En suivant Rémy et Mélanie –qu’il filme volontiers à leurs fenêtres voisines regardant le Paris du 18eet du 19earrondissements- le cinéaste va leur faire rencontrer deux psychothérapeutes qu’ils consultent parce qu’ils ne sont pas bien, qu’ils ont le sentiment de devoir mettre des mots sur leurs souffrances. Pour ces séances de psy, Klapisch n’a pas eu besoin d’aller trop loin pour se documenter. Sa mère, auquel le film rend hommage, était psychanalyste. La psy de Mélanie lui glisse qu’elle a le droit d’être amoureuse et heureuse tout en remarquant que l’usage des réseaux sociaux accentue, au fond, énormément les problèmes individuels. De fait, le réseau social ne fabrique pas que du lien social. Voir systématiquement la vie des autres mise en scène et « embellie » par chacun, fabrique inévitablement de la paranoïa et du manque de confiance en soi chez les plus isolés ou les plus fragiles…
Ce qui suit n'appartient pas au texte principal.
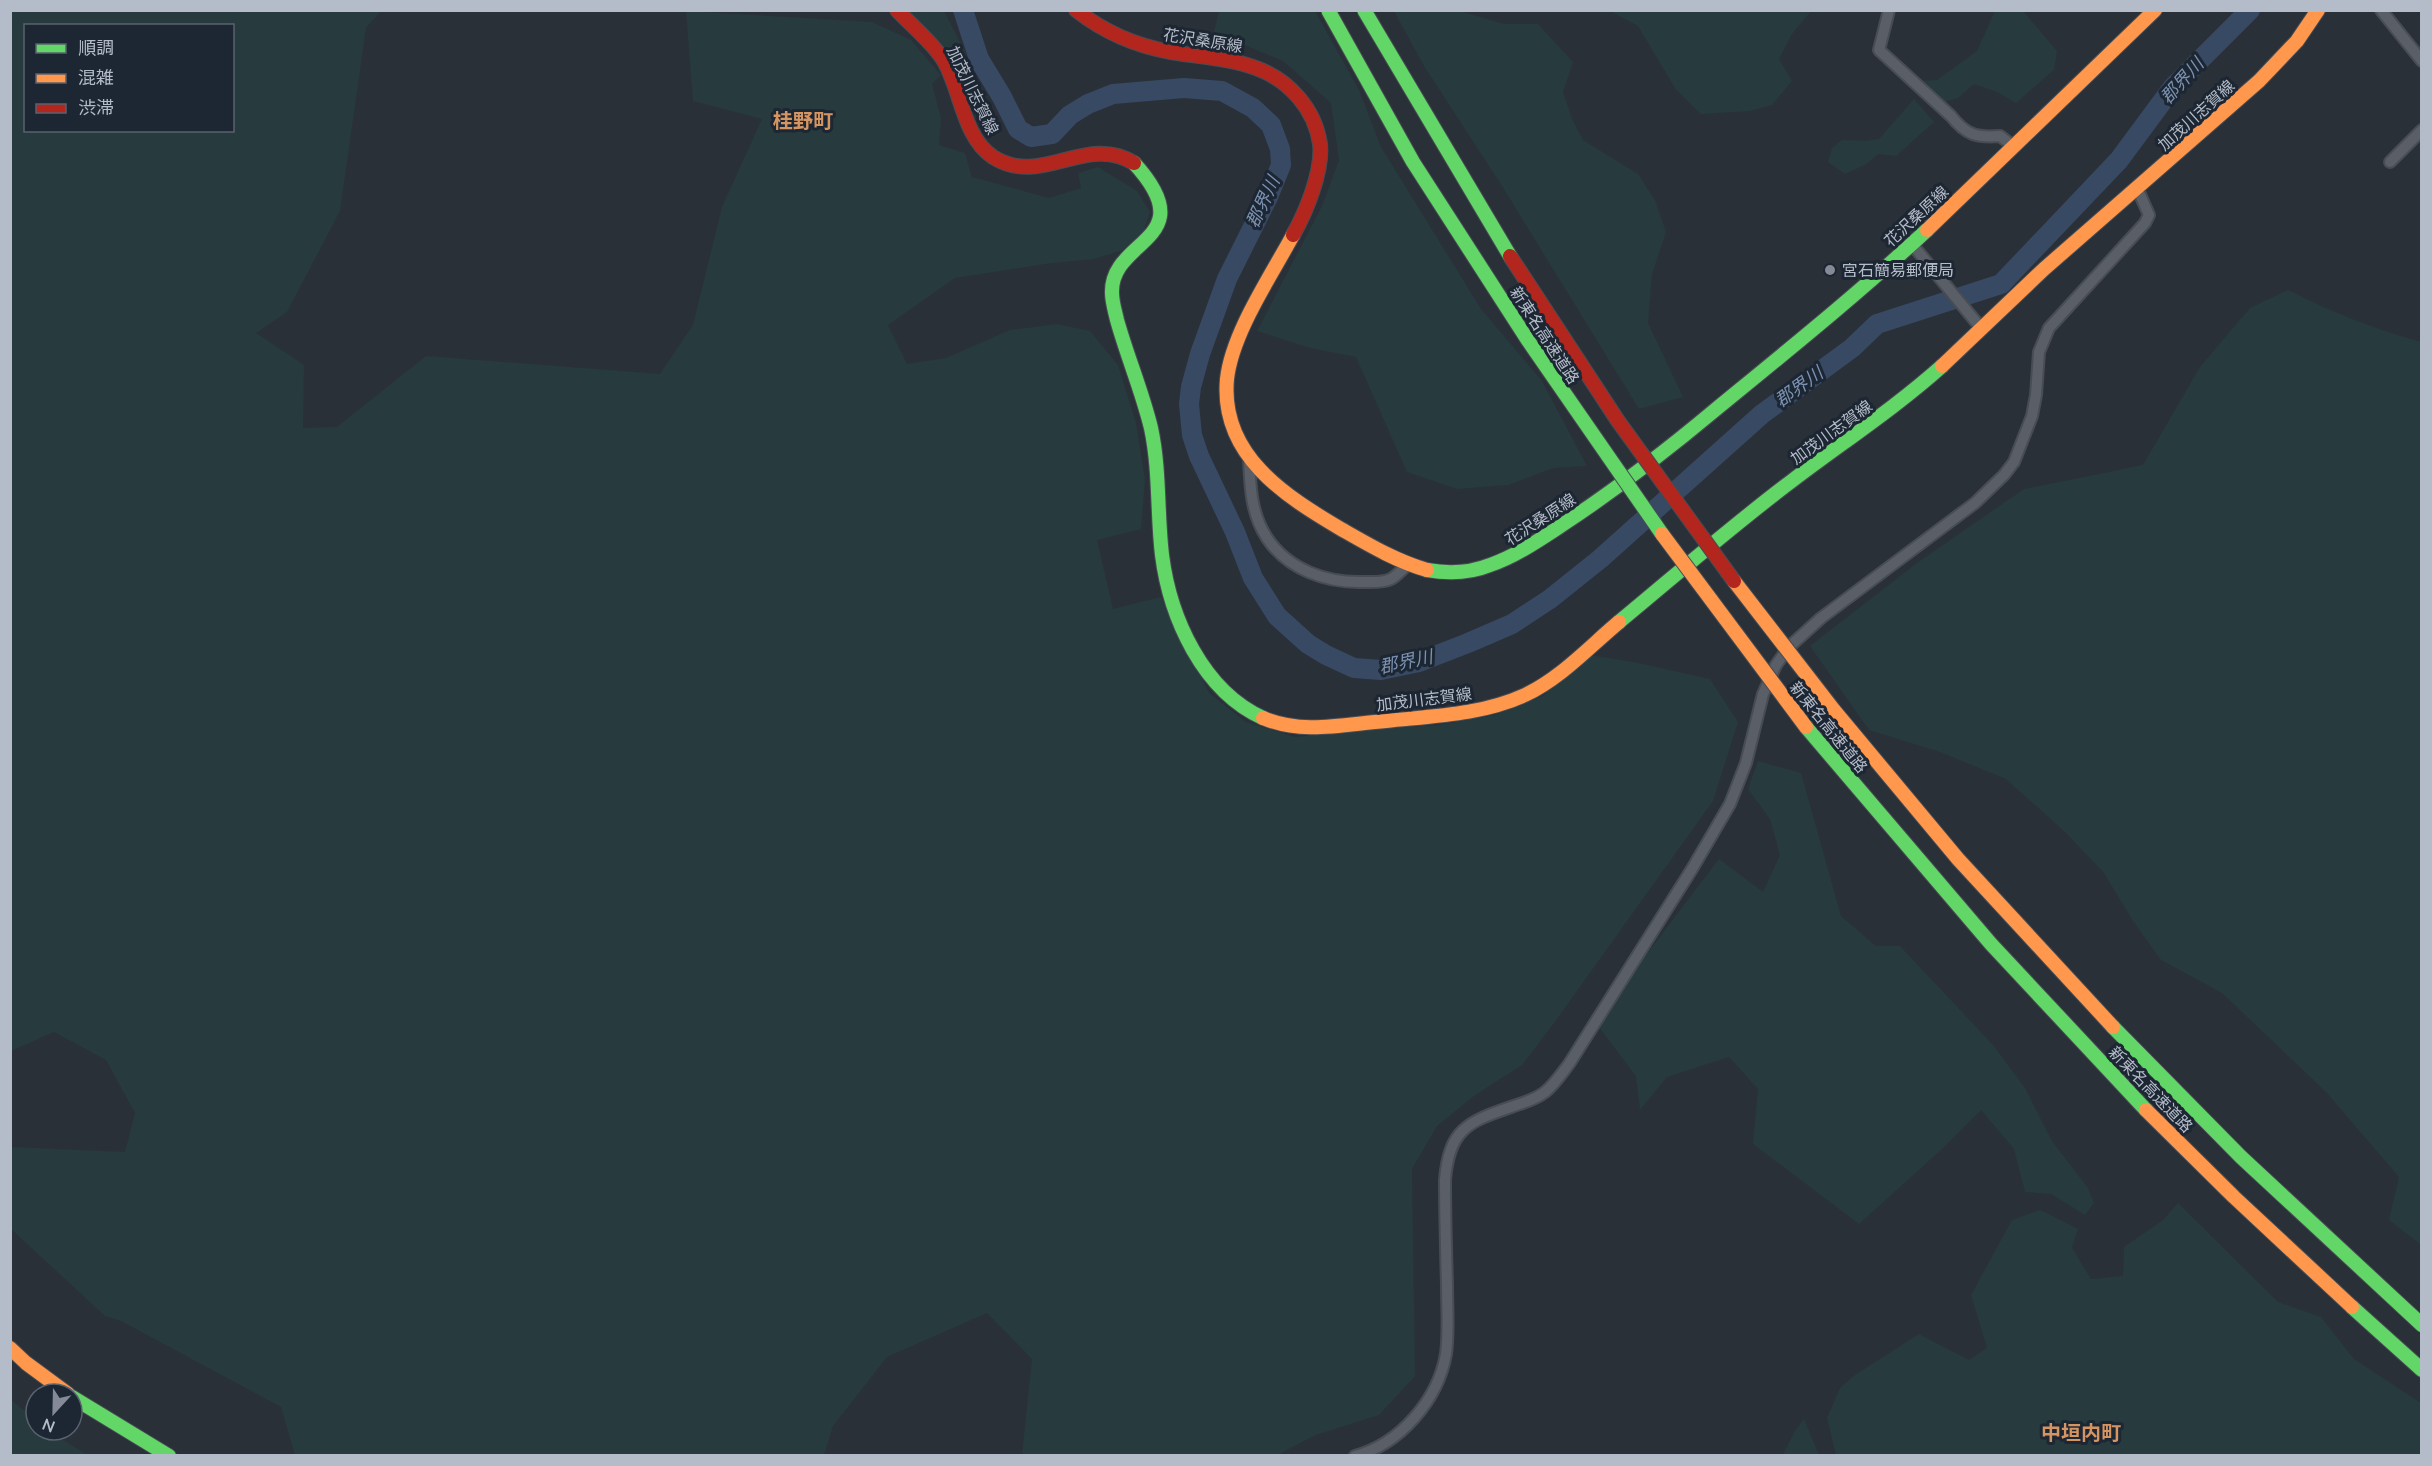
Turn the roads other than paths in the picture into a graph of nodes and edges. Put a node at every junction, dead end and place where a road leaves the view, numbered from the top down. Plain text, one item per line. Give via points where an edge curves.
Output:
1 (897, 10) edge
2 (1076, 10) edge
3 (1328, 10) edge
4 (1364, 10) edge
5 (1889, 10) edge
6 (2155, 10) edge
7 (2318, 10) edge
8 (2381, 10) edge
9 (2421, 61) edge
10 (2421, 130) edge
11 (2013, 146) junction
12 (2390, 162) dead end
13 (2138, 190) junction
14 (1915, 248) junction
15 (1976, 323) junction
16 (1249, 458) junction
17 (1408, 564) junction
18 (2421, 1325) edge
19 (10, 1348) edge
20 (2421, 1370) edge
21 (52, 1382) edge
22 (84, 1404) edge
23 (169, 1455) edge
24 (1355, 1455) edge

1 - 15 main road, 加茂川志賀線 via 943,59 977,143 984,151 1019,168 1109,153 1128,158 1149,182 1161,212 1160,224 1118,268 1111,288 1119,331 1149,423 1159,474 1163,561 1181,623 1216,686 1255,714 1285,725 1341,725 1448,715 1522,696 1572,664 1763,502 1907,397
2 - 16 main road, 花沢桑原線 via 1095,25 1150,48 1223,58 1265,72 1287,85 1306,106 1316,126 1318,169 1312,194 1257,300 1229,366 1229,415
3 - 20 main road, 新東名高速道路, bridge via 1413,162 1614,470 1806,727 2056,1016 2188,1151
4 - 18 main road, 新東名高速道路, bridge via 1442,146 1557,331 1742,594 1833,709 1956,857 2091,1005 2233,1150
5 - 11 street via 1879,50 1960,128 1980,138 2000,136
6 - 11 main road, 花沢桑原線
7 - 13 main road, 加茂川志賀線 via 2288,53
8 - 9 street
10 - 12 street
11 - 14 main road, 花沢桑原線
13 - 15 main road, 加茂川志賀線
13 - 24 street via 2149,215 2145,223 2049,328 2039,352 2032,416 2011,467 1975,502 1821,618 1789,647 1763,694 1746,763 1730,804 1569,1064 1546,1092 1472,1122 1457,1136 1447,1158 1445,1180 1448,1329 1435,1388 1406,1427
14 - 15 street
14 - 17 main road, 花沢桑原線 via 1616,489 1512,557 1463,572
16 - 17 main road, 花沢桑原線 via 1264,477 1294,501
16 - 17 street via 1250,494 1265,536 1280,555 1296,566 1341,582 1376,582 1391,579
19 - 21 main road
22 - 23 main road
En travaillant avec la jeune directrice de la photo Elodie Tahtane, Klapisch a souhaité donner à Deux moi, son 13elong-métrage, une allure stylisée qui repose sur des éléments qui pourraient appartenir à une forme de néoréalisme poétique nourri de Renoir, Lang ou Carné… Pour mener son affaire à bien, le cinéaste peut aussi s’appuyer sur deux comédiens pour lesquels il a écrit les personnages. Il retrouve ainsi Ana Girardot et François Civil déjà réunis dans Ce qui nous lie (2017) et les accompagne d’une jolie galerie de seconds rôles comme Camille Cottin, la psy de Mélanie (« Il ne suffit pas d’avoir compris le problème pour pouvoir le régler, le problème » ou encore « Il faut deux moi pour faire un soi »), François Berléand, le psy de Rémy ou encore le savoureux Simon Abkarian en épicier plein de bons conseils… Pierre Niney apparaît dans une scène et on apprécie aussi Eye Haïdara, vue dans Le sens de la fête, très cash en « rendez-vous manqué » de Rémy. Enfin Klapisch a aussi filmé Renée Le Calm, Parisienne de 100 ans, disparue après le tournage, qui participa comme figurante ou actrice à six de ses films dont Chacun cherche son chat.
Autour de deux personnages qui dépriment, Cédric Klapisch a réussi un film heureux. Il fallait le tenter. On savoure avec plaisir.
DEUX MOI Comédie dramatique (France – 1h50) de Cédric Klapisch avec Ana Girardot, François Civil, Camille Cottin, François Berléand, Simon Abkarian, Eye Haïdara, Rebecca Marder, Jeanne Areyes, Candice Bouchet, Brune Renault, Quentin Faure, Paul Hamy. Dans les salles le 11 septembre.